Using the data that follows, return exactly the lines from the one that contains "thumb ip: (1046, 800)" through the one that contains "pinky dip: (1112, 742)", ends included.

==========

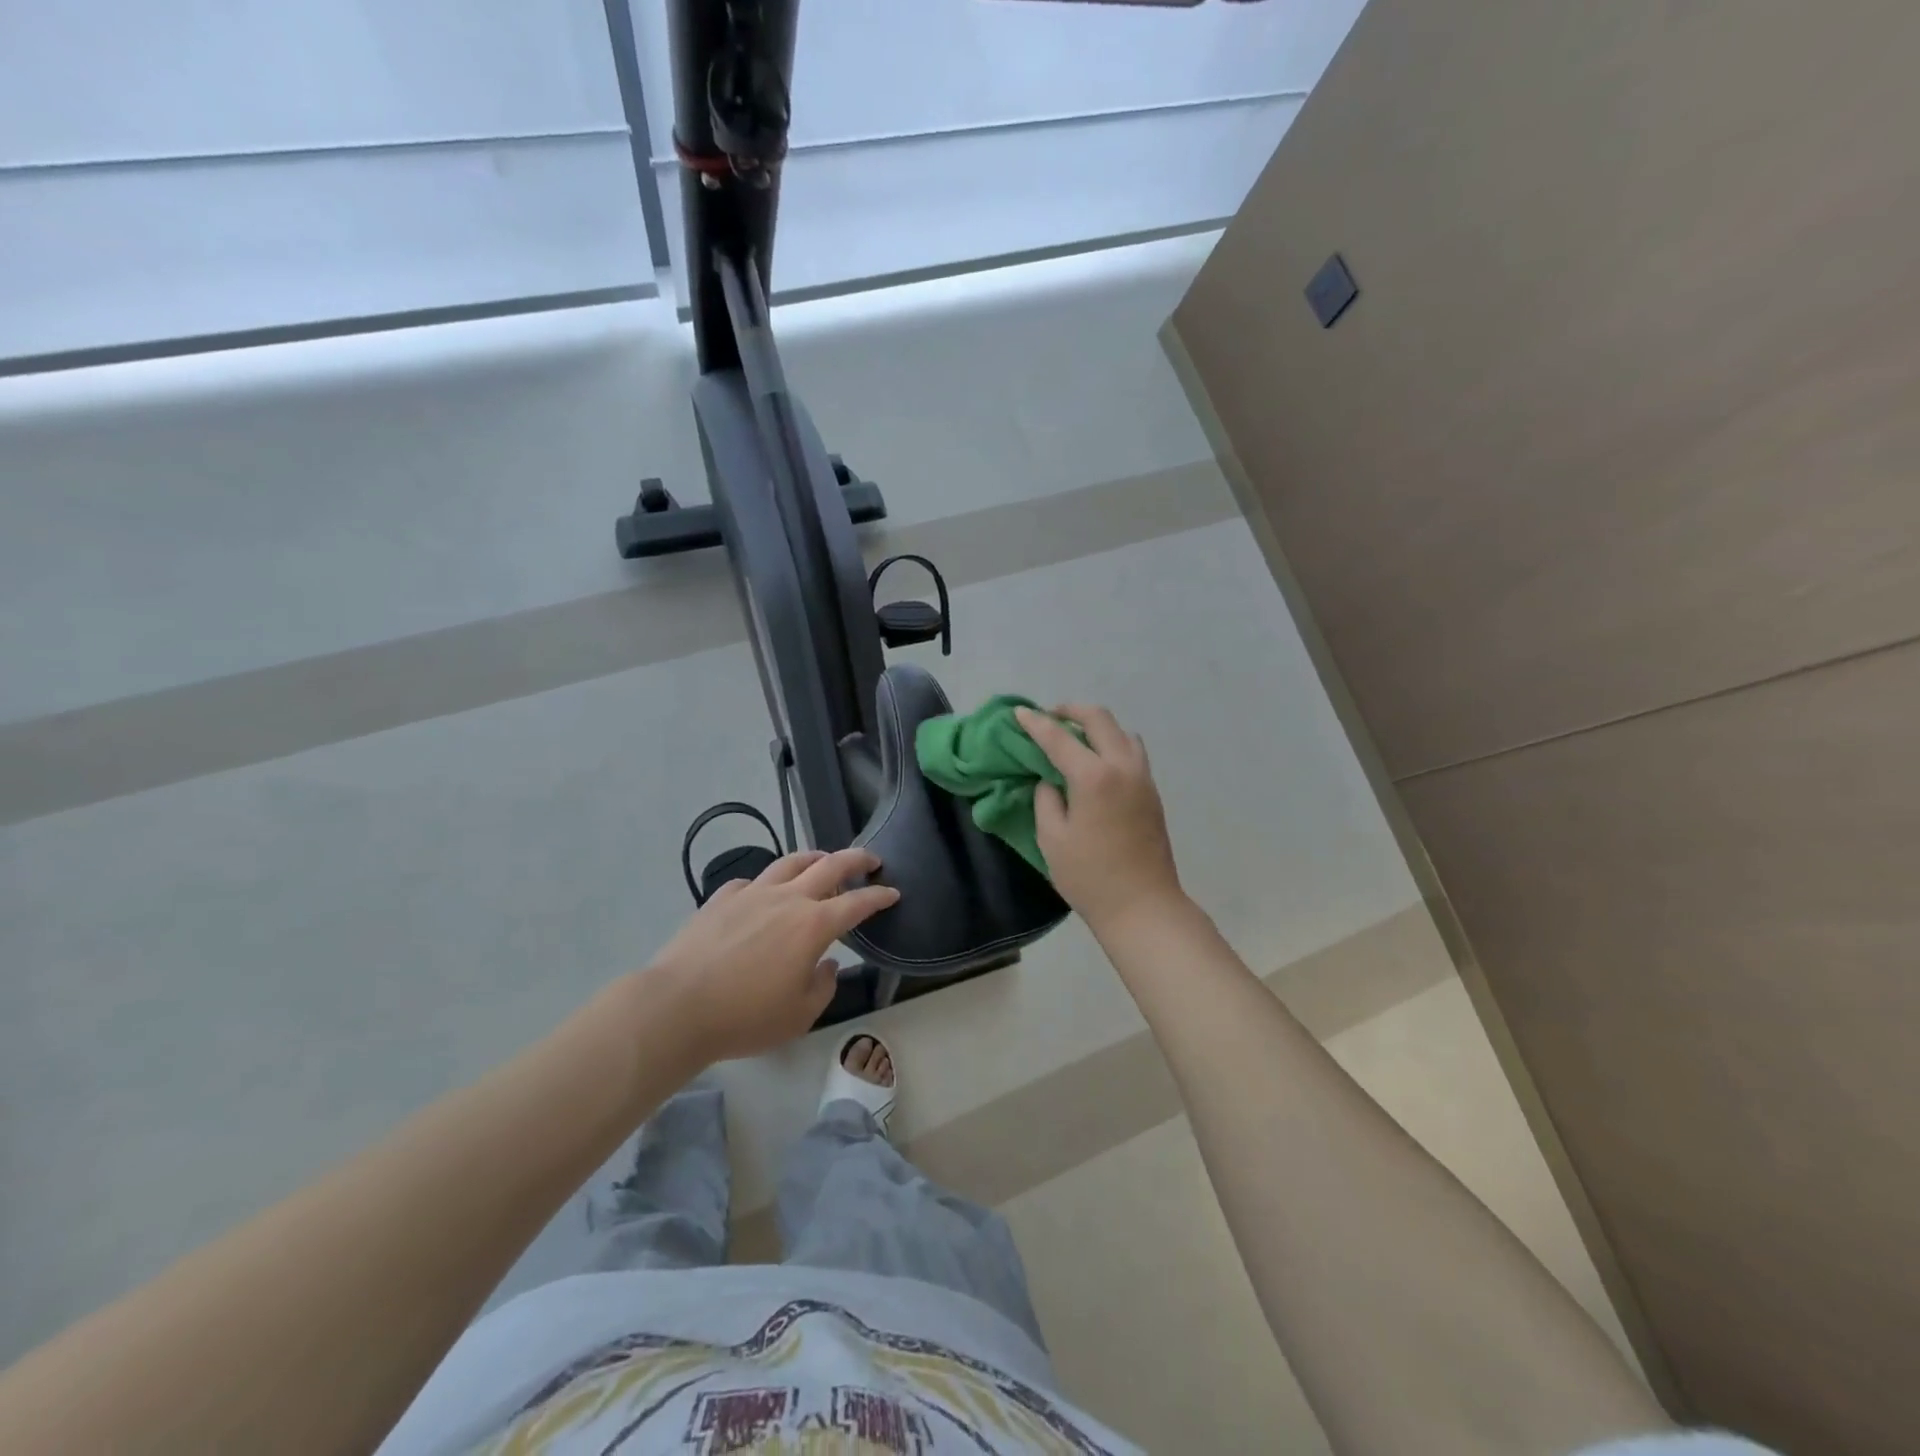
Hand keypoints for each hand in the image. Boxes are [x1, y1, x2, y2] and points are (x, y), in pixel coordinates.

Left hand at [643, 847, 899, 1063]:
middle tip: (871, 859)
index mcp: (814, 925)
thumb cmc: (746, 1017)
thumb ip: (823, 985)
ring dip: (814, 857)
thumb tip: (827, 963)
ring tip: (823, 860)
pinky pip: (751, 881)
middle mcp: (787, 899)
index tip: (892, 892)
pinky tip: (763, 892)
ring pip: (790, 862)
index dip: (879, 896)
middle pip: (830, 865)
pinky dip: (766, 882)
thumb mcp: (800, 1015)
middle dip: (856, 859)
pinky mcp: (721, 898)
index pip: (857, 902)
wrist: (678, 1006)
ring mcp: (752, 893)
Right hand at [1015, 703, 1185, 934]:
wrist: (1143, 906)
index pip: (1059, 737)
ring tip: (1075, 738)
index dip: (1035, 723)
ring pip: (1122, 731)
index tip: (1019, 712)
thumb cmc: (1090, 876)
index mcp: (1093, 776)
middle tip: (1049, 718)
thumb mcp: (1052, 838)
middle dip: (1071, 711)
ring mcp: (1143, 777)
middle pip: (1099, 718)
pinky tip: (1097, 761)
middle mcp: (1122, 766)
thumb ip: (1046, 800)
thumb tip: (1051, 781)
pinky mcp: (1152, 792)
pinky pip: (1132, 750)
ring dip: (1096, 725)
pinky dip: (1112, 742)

==========

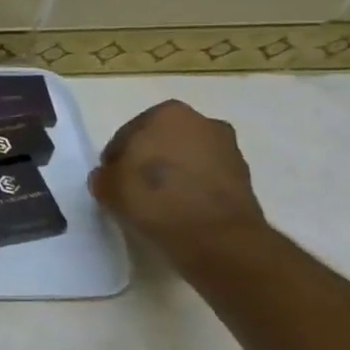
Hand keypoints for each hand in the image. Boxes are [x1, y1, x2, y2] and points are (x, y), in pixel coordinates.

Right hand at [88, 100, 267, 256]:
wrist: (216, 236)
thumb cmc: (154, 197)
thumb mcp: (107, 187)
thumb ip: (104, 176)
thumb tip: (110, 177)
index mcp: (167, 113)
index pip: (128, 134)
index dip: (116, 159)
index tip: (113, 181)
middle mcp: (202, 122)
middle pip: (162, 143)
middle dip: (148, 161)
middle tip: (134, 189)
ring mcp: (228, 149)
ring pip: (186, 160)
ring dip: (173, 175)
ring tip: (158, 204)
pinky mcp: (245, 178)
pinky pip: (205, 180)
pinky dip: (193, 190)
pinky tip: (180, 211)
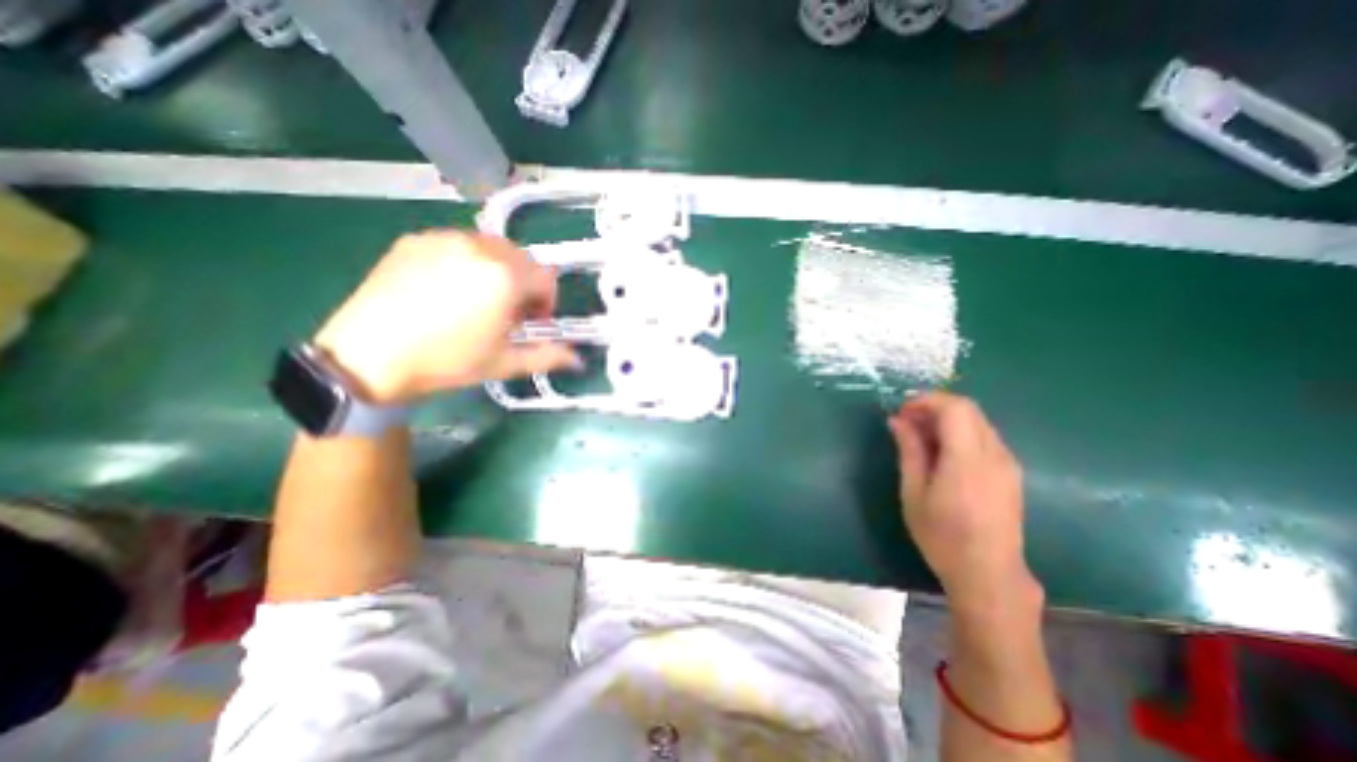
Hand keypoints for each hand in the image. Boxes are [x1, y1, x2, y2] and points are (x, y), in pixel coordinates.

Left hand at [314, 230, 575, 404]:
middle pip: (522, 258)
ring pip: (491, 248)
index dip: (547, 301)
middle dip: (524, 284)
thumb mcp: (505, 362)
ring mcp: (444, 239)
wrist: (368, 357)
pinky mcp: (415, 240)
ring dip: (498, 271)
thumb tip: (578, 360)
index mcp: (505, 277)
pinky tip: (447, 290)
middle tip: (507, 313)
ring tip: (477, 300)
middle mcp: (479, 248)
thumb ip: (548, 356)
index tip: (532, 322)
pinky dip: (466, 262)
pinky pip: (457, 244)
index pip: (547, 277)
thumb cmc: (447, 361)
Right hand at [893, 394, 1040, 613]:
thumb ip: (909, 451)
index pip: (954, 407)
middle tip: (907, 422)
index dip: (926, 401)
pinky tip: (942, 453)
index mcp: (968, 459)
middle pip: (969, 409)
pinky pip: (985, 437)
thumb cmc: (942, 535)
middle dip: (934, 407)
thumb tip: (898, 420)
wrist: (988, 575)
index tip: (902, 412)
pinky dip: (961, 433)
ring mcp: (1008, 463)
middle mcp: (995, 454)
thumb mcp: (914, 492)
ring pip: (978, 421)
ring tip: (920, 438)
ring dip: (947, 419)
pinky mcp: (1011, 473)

==========

RESULT OF THE EXERCISE >>
thumb ip: (1046, 800)
thumb tip: (1051, 781)
pinky mcp: (1152, 792)
pinky pip: (1132, 750)
ring dip: (1096, 725)
pinky dip: (1112, 742)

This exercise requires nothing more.